2011年10月31日(月)

6か国協議再開の展望

 北朝鮮の核問題をめぐる6か国協議が開かれそうで、なかなか開かれない。

 ジュネーブで10月24、25日と二日間かけて行われた米朝高官協議について米朝代表とも「協議ではいくつかの隔たりを狭めることができた」(ボズワース北朝鮮特別代表)「大きな進展もあった」(金桂寛第一外務次官)と総括しながらも、「まだ見解の相違がある」(ボズワース代表)「差を埋められない問題があった」(金桂寛第一次官)と合意に達しなかった理由をそれぞれ語っていた。

 「隔たり」とは濃縮ウラン問題で、要は、米国が6か国協議再開への前提条件として提示しているウラン濃縮施設の稼働停止を北朝鮮が拒んだため米国が早期再開に首を縦に振らなかったことに尽きるようだ。

 双方の代表は、見解の相違を埋めるためには「もう少し時間と協議が必要だ」と今後も協議を継続することでジュネーブを後にしたが、次の米朝協議の日程も決まってないこともあって依然として年内の6か国協議再開の見通しは立ってない。

 来日したバーンズ米国務副長官は27日、都内で講演し、「米国は6カ国協議を再開させたい。
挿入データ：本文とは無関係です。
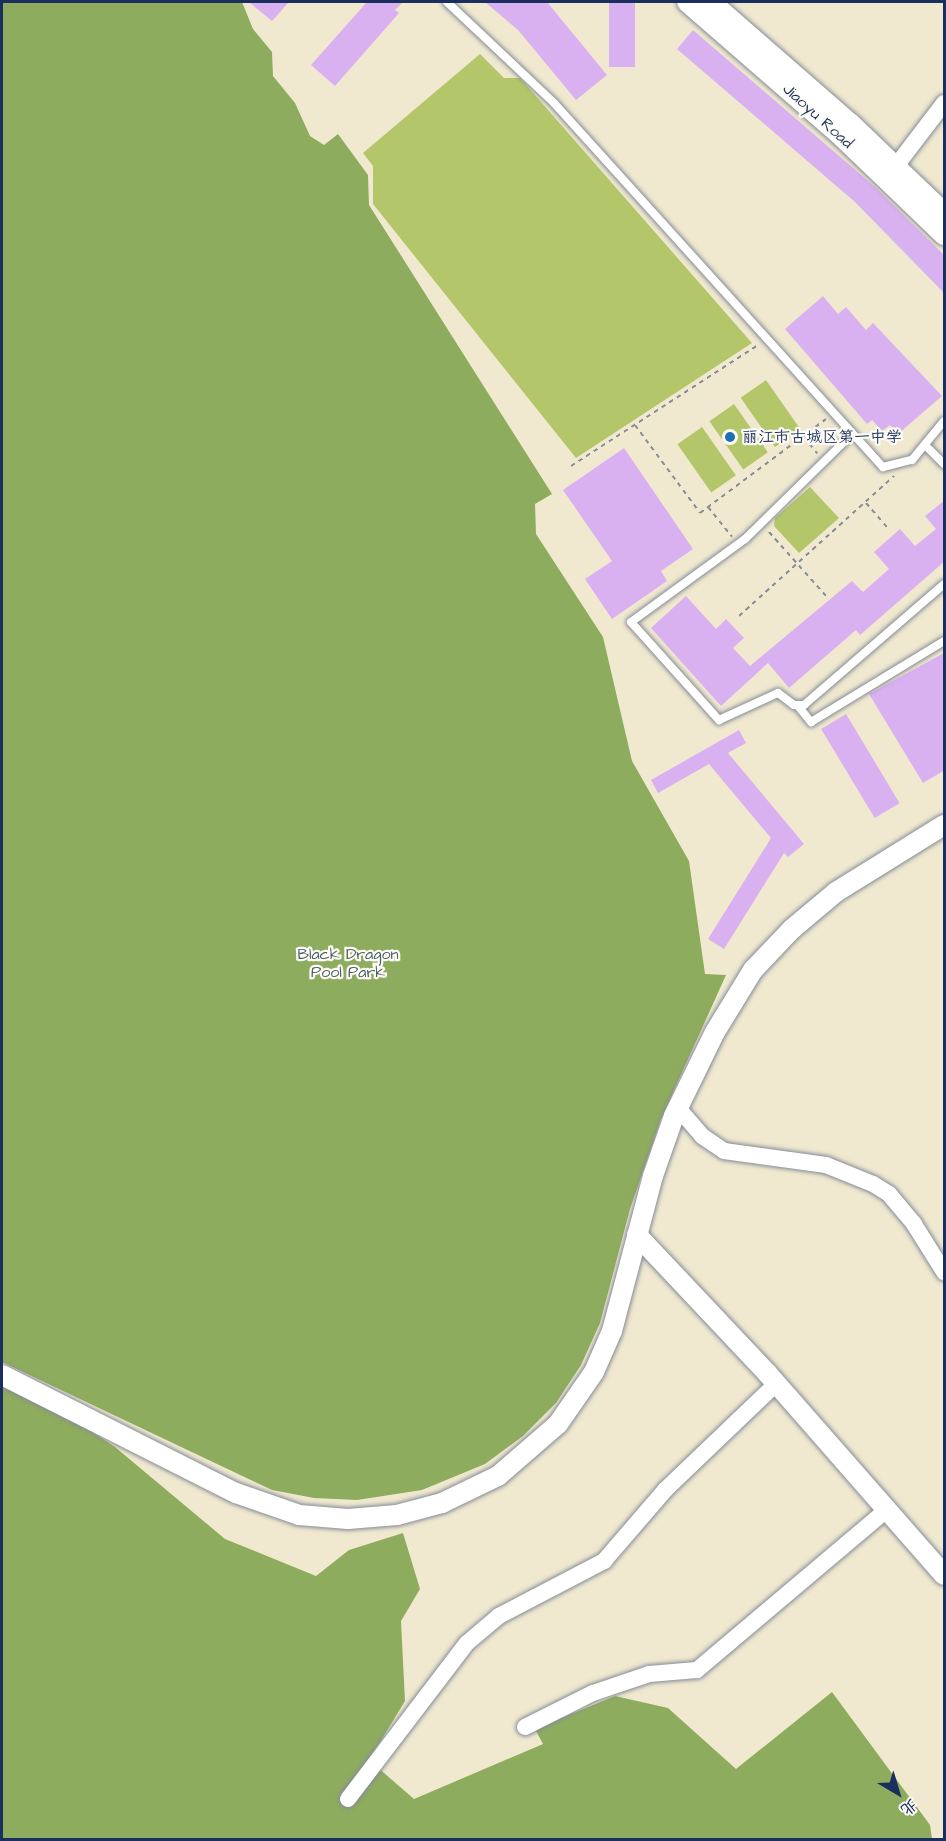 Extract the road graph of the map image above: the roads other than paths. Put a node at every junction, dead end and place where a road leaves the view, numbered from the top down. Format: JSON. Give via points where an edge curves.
{"nodes":[{"id":1,"x":447,"y":2,"type":"edge"},
{"id":2,"x":687,"y":2,"type":"edge"},
{"id":3,"x":711,"y":2,"type":"edge"},
{"id":4,"x":945,"y":103,"type":"edge"},
{"id":5,"x":896,"y":166,"type":"junction"},
{"id":6,"x":945,"y":213,"type":"edge"},
{"id":7,"x":945,"y":235,"type":"edge"},
{"id":8,"x":945,"y":421,"type":"edge"},
{"id":9,"x":852,"y":434,"type":"junction"},
{"id":10,"x":925,"y":446,"type":"junction"},
{"id":11,"x":945,"y":464,"type":"edge"},
{"id":12,"x":945,"y":584,"type":"edge"},
{"id":13,"x":945,"y":641,"type":"edge"},
{"id":14,"x":798,"y":706,"type":"junction"},
{"id":15,"x":945,"y":825,"type":"edge"},
{"id":16,"x":678,"y":1108,"type":"junction"},
{"id":17,"x":638,"y":1235,"type":"junction"},
{"id":18,"x":945,"y":1272,"type":"edge"},
{"id":19,"x":2,"y":1375,"type":"edge"},
{"id":20,"x":776,"y":1384,"type":"junction"},
{"id":21,"x":885,"y":1511,"type":"junction"},
{"id":22,"x":944,"y":1573,"type":"edge"},
{"id":23,"x":525,"y":1727,"type":"dead end"},
{"id":24,"x":348,"y":1799,"type":"dead end"}],
"edges":[{"from":1,"to":9,"type":"lane","via":[[554,103]]},
{"from":2,"to":7,"type":"street","name":"Jiaoyu Road","via":[[841,136]]},
{"from":3,"to":5,"type":"street","name":"Jiaoyu Road"},
{"from":4,"to":5,"type":"street"},
{"from":5,"to":6,"type":"street","name":"Jiaoyu Road"},
{"from":8,"to":10,"type":"lane"},
{"from":9,"to":10,"type":"lane","via":[[883,467],[912,460]]},
{"from":9,"to":14,"type":"lane","via":[[761,524],[631,621],[719,720],[778,693]]},
{"from":10,"to":11,"type":"lane"},
{"from":12,"to":14,"type":"lane"},
{"from":13,"to":14,"type":"lane","via":[[811,722]]},
{"from":15,"to":16,"type":"street","via":[[836,891],[772,948],[733,1000]]},
{"from":16,"to":17,"type":"street"},
{"from":16,"to":18,"type":"street","via":[[702,1136],[724,1151],[826,1165],[873,1184],[889,1194],[914,1224]]},
{"from":17,"to":19,"type":"street","via":[[604,1352],[583,1391],[558,1425],[516,1464],[480,1487],[442,1503],[397,1515],[340,1519],[276,1509]]},
{"from":17,"to":20,"type":"street"},
{"from":20,"to":21,"type":"street"},
{"from":20,"to":24,"type":"street","via":[[665,1490],[604,1561],[499,1616],[467,1643]]},
{"from":21,"to":22,"type":"street"},
{"from":21,"to":23,"type":"street","via":[[697,1670],[649,1674],[593,1693]]}]} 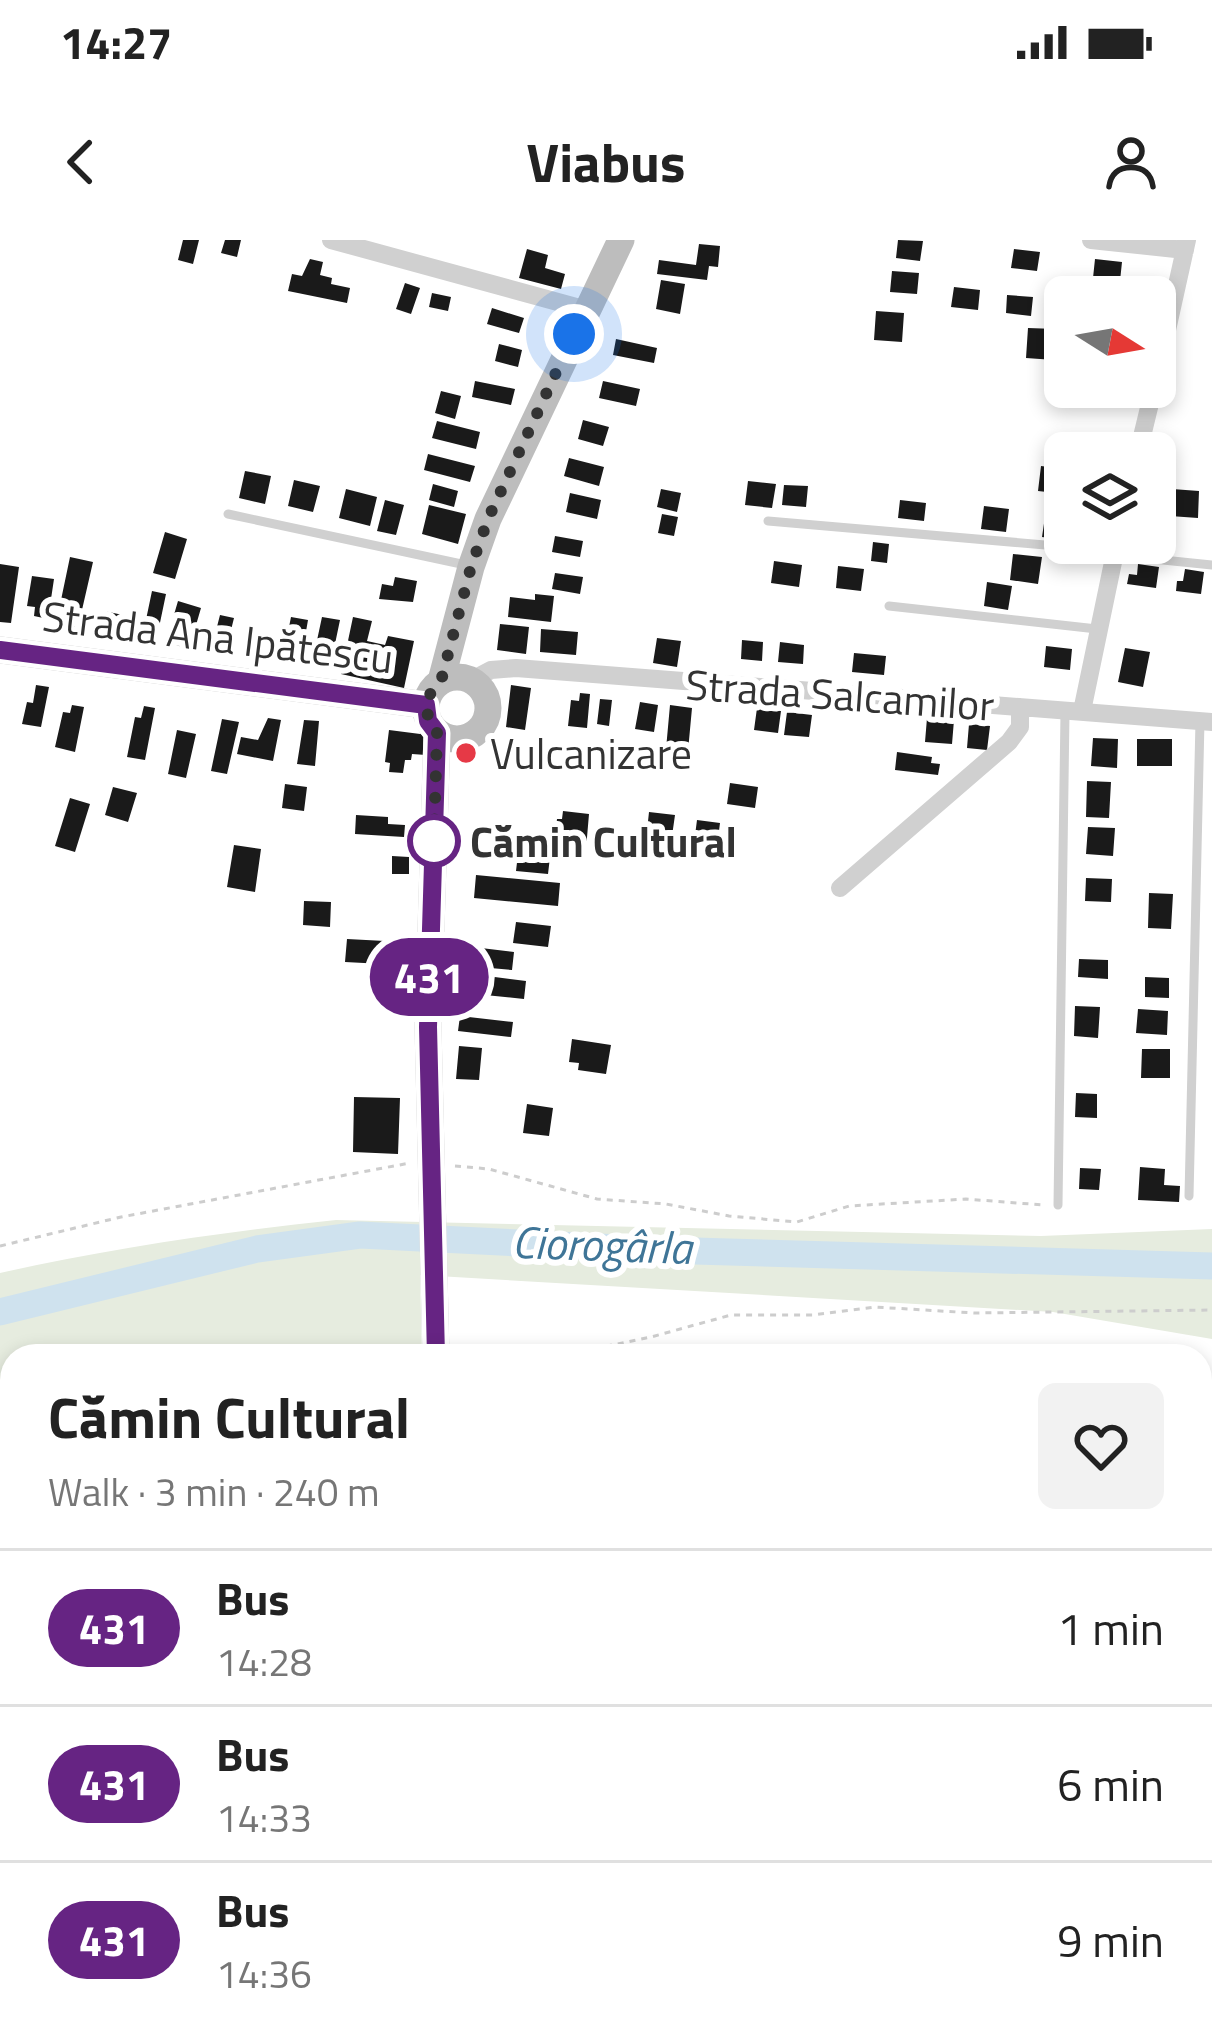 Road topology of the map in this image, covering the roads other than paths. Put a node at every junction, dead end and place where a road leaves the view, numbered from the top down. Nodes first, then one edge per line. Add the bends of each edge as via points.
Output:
1 (331, 240) edge
2 (621, 240) edge
3 (1091, 240) edge
4 (1186, 245) edge
5 (1176, 290) edge
6 (587, 310) junction
7 (228, 514) dead end
8 (768, 521) dead end
9 (1044, 544) edge
10 (1176, 559) edge
11 (1112, 564) edge
12 (1212, 565) edge
13 (471, 567) junction
14 (889, 606) dead end
15 (1097, 629) junction
16 (0, 650) edge
17 (459, 680) junction
18 (426, 705) junction
19 (1019, 707) junction
20 (1073, 711) junction
21 (1206, 722) edge
22 (447, 736) junction
23 (840, 888) dead end
24 (1189, 1196) dead end
25 (1058, 1205) road end
26 (436, 1344) edge

1 - 6 street
2 - 6 main road
3 - 4 street
4 - 5 street
6 - 13 main road
7 - 13 lane
8 - 9 lane
10 - 12 lane
11 - 15 street
13 - 17 main road
14 - 15 lane
15 - 20 street
16 - 18 main road, Strada Ana Ipătescu
17 - 18 main road via 430,691
17 - 19 street, Strada Salcamilor via 516,668
17 - 22 main road via 485,693 488,714 477,733
18 - 22 main road via 428,721
19 - 20 street, Strada Salcamilor
19 - 23 street via 1014,738
20 - 21 street, Strada Salcamilor
20 - 25 lane
21 - 24 lane
22 - 26 main road via 428,1027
そのために北朝鮮は(ウラン濃縮活動の停止などの)事前措置に取り組む姿勢を示してほしい」と強調していたが、金桂寛第一外務次官は米国が求める事前措置としてのウラン濃縮活動の即時停止には応じない考えを明らかにした。

 この問題での北朝鮮の立場は強固で、不変だ。

 北朝鮮はこの問題では譲歩する気が毛頭ないようだ。国連の制裁を受け、経済が疲弊しながらも2年近く経っても、一向に態度を変えないところをみてもそのことは明らかだ。

 金正日総書記はジュネーブ協議前に公開されたロシア国営イタル・タス通信の書面インタビューで6カ国協議について「無条件早期再開」を求める立場を強調した。換言すれば、無条件には米国も無条件で、前提条件を付けるならば、北朝鮮も条件を付けるというふうに聞こえなくもない。

 この点について北朝鮮外務省報道官は27日、ジュネーブ協議に関連した談話で「同時原則」を強調していた。同時原則とは即ち、「約束には約束」「行動には行動」で応えることであり、換言すれば「ギブ・アンド・テイク」ということになる。

 ウラン濃縮活動の停止は北朝鮮からすれば「ウラン濃縮は電力生産のための活動なので、止めることになると、それに伴う措置が必要になる」(金第一次官)との解釈となる。そして「それに伴う措置」とは、米国が人道支援として検討している一過性の食糧援助でなく、慢性的なエネルギー不足解決のための電力供給、即ち軽水炉の供与にあるようだ。

 従って、米国が事前措置として求めている6か国協議共同声明の遵守、ミサイル発射や核実験のモラトリアム、IAEA(国際原子力機構)監視員の復帰に応じることはあっても濃縮ウランの活動を一方的に止めることはなさそうだ。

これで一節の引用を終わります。